Women, too, can struggle to let go in the wake of romantic rejection and may also externalize their feelings. In a Role Reboot story last month, writer and communications instructor Chelsea Cristene described her own experiences mishandling rejection in college.
The guy was a friend of a friend, and a standard, run-of-the-mill crush until he let her know he wasn't that into her. Then, as those suffering from unrequited love are wont to do, Cristene built him up in her head as something more. Things only got worse when he moved on with someone new.
"One night, I rounded the corner and saw him kissing another girl. I ran to my car and cried so hard on the drive home that I thought I was going to throw up," Cristene writes. "The next time we saw each other, I unloaded everything I'd been feeling for the past several months. How dare you break my heart and date someone else. How dare you."
We talk about male entitlement a lot, but women can certainly harbor unhealthy feelings of entitlement, too, especially in a dating culture that pushes us to turn a "no" into a "yes." Chelsea Cristene, writer and communications instructor
Sure, their friendship was sexually fraught and confusing. Both she and the guy were guilty of mind games, Cristene said. But by denying her crush's platonic feelings from the get-go, Cristene fell into the same toxic, tired script of pickup artists.
"I discounted what he was actually saying in favor of my own future relationship fantasies and became angry when he dated someone else because I was so lost in that potential future," she told HuffPost. "We talk about male entitlement a lot, but women can certainly harbor unhealthy feelings of entitlement, too, especially in a dating culture that pushes us to turn a 'no' into a 'yes.'"
Years later, the pair reconnected on Facebook and Cristene sent him an apology message.

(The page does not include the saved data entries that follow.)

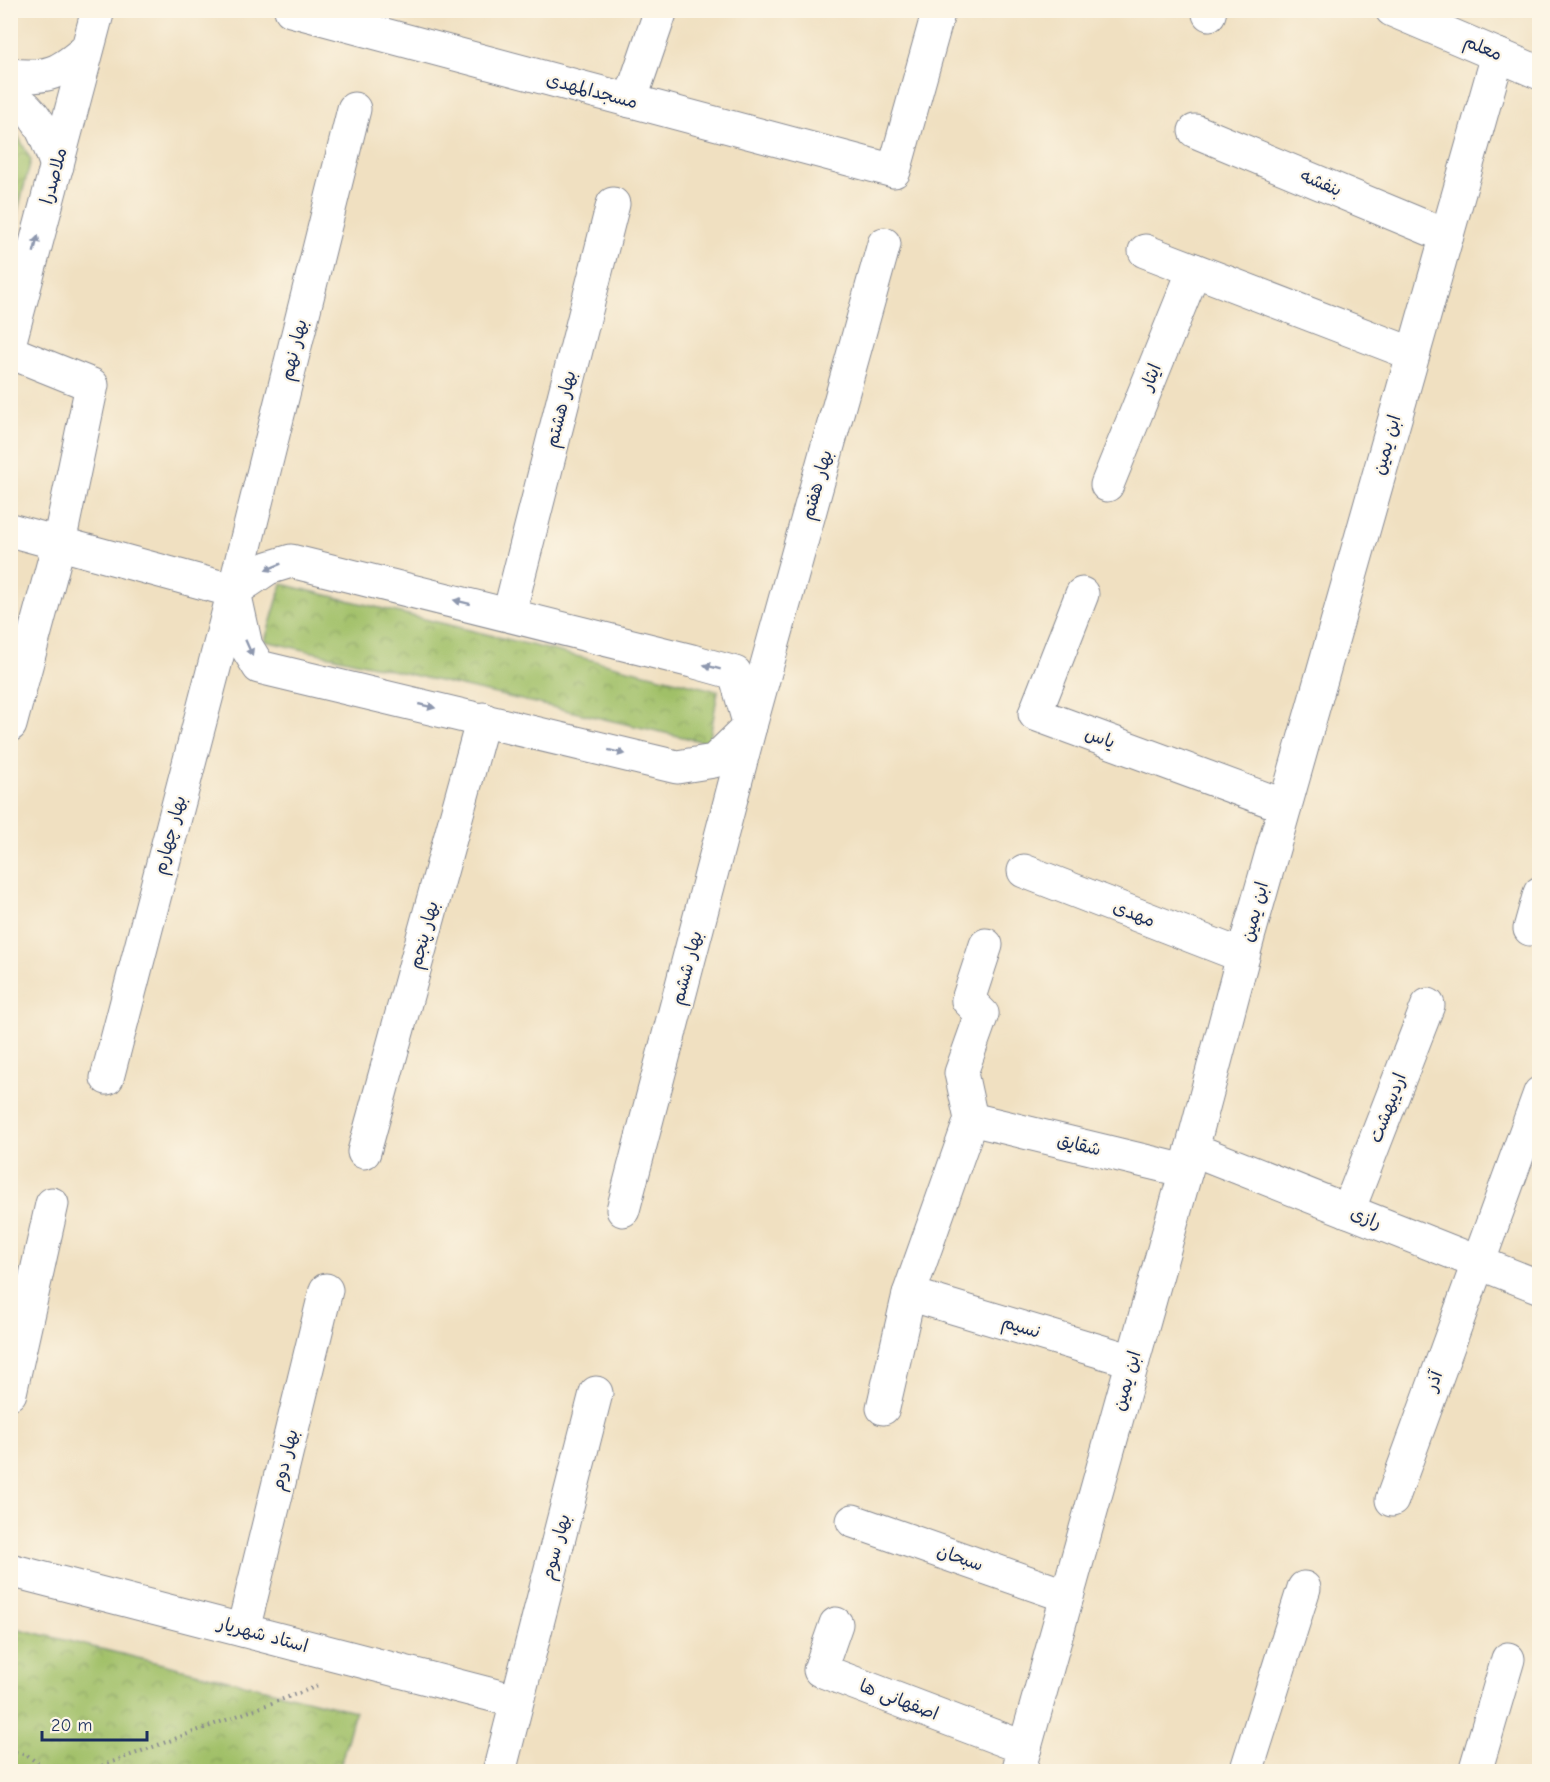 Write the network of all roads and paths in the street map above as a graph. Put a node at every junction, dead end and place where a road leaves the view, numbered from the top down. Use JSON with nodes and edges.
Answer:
{"nodes":[{"id":1,"x":98,"y":10,"type":"edge"},
{"id":2,"x":291,"y":10,"type":"edge"},
{"id":3,"x":661,"y":10,"type":"edge"},
{"id":4,"x":939,"y":10,"type":"edge"},
{"id":5,"x":1392,"y":10,"type":"edge"},
{"id":6,"x":373,"y":21,"type":"edge"},
{"id":7,"x":87,"y":49,"type":"junction"},
{"id":8,"x":1498,"y":55,"type":"junction"},
{"id":9,"x":1539,"y":73,"type":"edge"},
{"id":10,"x":10,"y":75,"type":"edge"},
{"id":11,"x":10,"y":95,"type":"edge"},
{"id":12,"x":630,"y":101,"type":"junction"},
{"id":13,"x":354,"y":110,"type":"dead end"},
{"id":14,"x":1195,"y":131,"type":"dead end"},
{"id":15,"x":57,"y":166,"type":"junction"},
{"id":16,"x":613,"y":204,"type":"dead end"},
{"id":17,"x":1447,"y":236,"type":"junction"},
{"id":18,"x":884,"y":244,"type":"dead end"},
{"id":19,"x":1145,"y":251,"type":"dead end"},
{"id":20,"x":1194,"y":270,"type":"junction"},
{"id":21,"x":10,"y":341,"type":"edge"},
{"id":22,"x":10,"y":352,"type":"edge"},
{"id":23,"x":1413,"y":354,"type":"junction"},
{"id":24,"x":1107,"y":485,"type":"dead end"},
{"id":25,"x":10,"y":530,"type":"edge"},
{"id":26,"x":59,"y":543,"type":"junction"},
{"id":27,"x":234,"y":591,"type":"junction"},
{"id":28,"x":1082,"y":594,"type":"dead end"},
{"id":29,"x":509,"y":614,"type":"junction"},
{"id":30,"x":483,"y":719,"type":"junction"},
{"id":31,"x":10,"y":725,"type":"edge"},
{"id":32,"x":750,"y":726,"type":"junction"},
{"id":33,"x":1285,"y":806,"type":"junction"},
{"id":34,"x":1024,"y":871,"type":"dead end"},
{"id":35,"x":1539,"y":892,"type":"edge"},
{"id":36,"x":1530,"y":929,"type":"dead end"},
{"id":37,"x":986,"y":945,"type":"dead end"},
{"id":38,"x":1243,"y":956,"type":"junction"},
{"id":39,"x":1428,"y":1005,"type":"dead end"},
{"id":40,"x":107,"y":1078,"type":"dead end"},
{"id":41,"x":1539,"y":1093,"type":"edge"},
{"id":42,"x":971,"y":1119,"type":"junction"},
{"id":43,"x":364,"y":1152,"type":"dead end"},
{"id":44,"x":1189,"y":1160,"type":"junction"},
{"id":45,"x":52,"y":1204,"type":"dead end"},
{"id":46,"x":623,"y":1210,"type":"dead end"},
{"id":47,"x":1348,"y":1211,"type":"junction"},
{"id":48,"x":1476,"y":1262,"type":"junction"},
{"id":49,"x":1539,"y":1287,"type":"edge"},
{"id":50,"x":326,"y":1290,"type":"dead end"},
{"id":51,"x":909,"y":1294,"type":"junction"},
{"id":52,"x":1133,"y":1361,"type":"junction"},
{"id":53,"x":596,"y":1393,"type":"dead end"},
{"id":54,"x":10,"y":1394,"type":"edge"},
{"id":55,"x":883,"y":1408,"type":"dead end"},
{"id":56,"x":1392,"y":1500,"type":"dead end"},
{"id":57,"x":853,"y":1521,"type":"dead end"},
{"id":58,"x":10,"y":1570,"type":"edge"},
{"id":59,"x":1304,"y":1588,"type":"dead end"},
{"id":60,"x":1067,"y":1596,"type":"junction"},
{"id":61,"x":836,"y":1624,"type":"dead end"},
{"id":62,"x":243,"y":1630,"type":"junction"},
{"id":63,"x":1508,"y":1659,"type":"dead end"},
{"id":64,"x":320,"y":1685,"type":"dead end"},
{"id":65,"x":516,"y":1701,"type":"junction"},
{"id":66,"x":10,"y":1751,"type":"edge"},
{"id":67,"x":1021,"y":1760,"type":"edge"},
{"id":68,"x":49,"y":1772,"type":"edge"},
{"id":69,"x":85,"y":1772,"type":"edge"},
{"id":70,"x":499,"y":1772,"type":"edge"},
{"id":71,"x":1246,"y":1772,"type":"edge"},
{"id":72,"x":1475,"y":1772,"type":"edge"}],
"edges":[{"from":1,"to":7,"type":"street","name":"ملاصدرا"},
{"from":2,"to":6,"type":"street","name":"مسجدالمهدی"},
{"from":3,"to":12,"type":"street"},
{"from":4,"to":12,"type":"street","name":"مسجدالمهدی"},
{"from":5,"to":8,"type":"street","name":"معلم"},
{"from":6,"to":12,"type":"street","name":"مسجدالمهدی"},
{"from":7,"to":10,"type":"street"},
{"from":7,"to":15,"type":"street","name":"ملاصدرا"},
{"from":8,"to":9,"type":"street","name":"معلم"},
{"from":8,"to":17,"type":"street","name":"ابن یمین"},
{"from":11,"to":15,"type":"street"},
{"from":13,"to":27,"type":"street","name":"بهار نهم"},
{"from":14,"to":17,"type":"street","name":"بنفشه"},
{"from":21,"to":15,"type":"street","name":"ملاصدرا","one_way":true},
{"from":16,"to":29,"type":"street","name":"بهار هشتم"},
{"from":17,"to":23,"type":"street","name":"ابن یمین"},
{"from":18,"to":32,"type":"street","name":"بهار هفتم"},
{"from":19,"to":20,"type":"street"},
{"from":20,"to":23,"type":"street"},
{"from":20,"to":24,"type":"street","name":"ایثار"},
{"from":22,"to":26,"type":"street"},
{"from":23,"to":33,"type":"street","name":"ابن یمین"},
{"from":25,"to":26,"type":"street"},
{"from":26,"to":27,"type":"street"},
{"from":26,"to":31,"type":"street"},
{"from":29,"to":27,"type":"street","one_way":true},
{"from":27,"to":30,"type":"street","one_way":true},
{"from":27,"to":40,"type":"street","name":"بهار چهارم"},
{"from":28,"to":33,"type":"street","name":"یاس"},
{"from":32,"to":29,"type":"street","one_way":true},
{"from":30,"to":32,"type":"street","one_way":true},
{"from":30,"to":43,"type":"street","name":"بهار پنجم"},
{"from":32,"to":46,"type":"street","name":"بهار ششم"},
{"from":33,"to":38,"type":"street","name":"ابن یمین"},
{"from":34,"to":38,"type":"street","name":"مهدی"},
{"from":35,"to":36,"type":"street"},
{"from":37,"to":42,"type":"street"},
{"from":38,"to":44,"type":"street","name":"ابن یمین"},
{"from":39,"to":47,"type":"street","name":"اردیبهشت"},
{"from":41,"to":48,"type":"street","name":"آذر"},
{"from":42,"to":44,"type":"street","name":"شقایق"},
{"from":42,"to":51,"type":"street"},
{"from":44,"to":47,"type":"street","name":"رازی"},
{"from":44,"to":52,"type":"street","name":"ابن یمین"},
{"from":45,"to":54,"type":"street"},
{"from":47,"to":48,"type":"street","name":"رازی"},
{"from":48,"to":49,"type":"street","name":"رازی"},
{"from":48,"to":56,"type":"street","name":"آذر"},
{"from":50,"to":62,"type":"street","name":"بهار دوم"},
{"from":51,"to":52,"type":"street","name":"نسیم"},
{"from":51,"to":55,"type":"street"},
{"from":52,"to":60,"type":"street","name":"ابن یمین"},
{"from":53,"to":65,"type":"street","name":"بهار سوم"},
{"from":57,"to":60,"type":"street","name":"سبحان"},
{"from":58,"to":62,"type":"street","name":"استاد شهریار"},
{"from":59,"to":71,"type":"street"},
{"from":60,"to":67,"type":"street","name":"ابن یمین"},
{"from":61,"to":67,"type":"street","name":"اصفهانی ها"},
{"from":62,"to":65,"type":"street","name":"استاد شهریار"},
{"from":63,"to":72,"type":"street"},
{"from":64,"to":69,"type":"path"},
{"from":65,"to":70,"type":"street","name":"بهار سوم"},
{"from":66,"to":68,"type":"path"}]}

"I've owed him an apology for a long time, because the way I treated him was unfair and unreasonable," she said.
Ultimately, Cristene learned the same lesson Blackman did: Wasting your time on someone who's not romantically interested is a lost cause, and it's still worth building relationships with the opposite sex even if it doesn't turn physical.
"We have to see friendship as not a consolation prize ― it's simply a different form of love and connection than you wanted," she said. "And most of the time, you'll find out rejection is for the best. You just have to learn to channel all of that energy into someone whose relationship goals actually line up with yours."
With her own patients, Resnick Anderson suggests reframing rejection as an opportunity to be self-reflective.
"It never feels good to be rejected, but allowing another person to dictate your self worth is a problem," she said. "Maybe there is something to learn about yourself or the way you come across."
Monitor your negative self-talk, too. Instead of telling yourself you were rejected, Blackman suggests seeing it in another light: You asked someone out and they simply declined that invitation.
"Assuming she hasn't asked for no contact, learn to make an invitation that actually feels good to her," he said. "If she says 'let's just be friends,' great. Cultivate friendship, on her terms. Stop rejecting her — stop acting disappointed with the ninety percent of who she is that isn't sex. She's an interesting human being."
It might also help to acknowledge that you've probably done your own share of rejecting people whose interest in you outmatched yours in them, Degges-White said.
"Romantic attraction is a fickle thing ― some people are going to think that you're their perfect match, while you're thinking that you can't get out of the coffee shop fast enough," she said. "That's just the way life goes."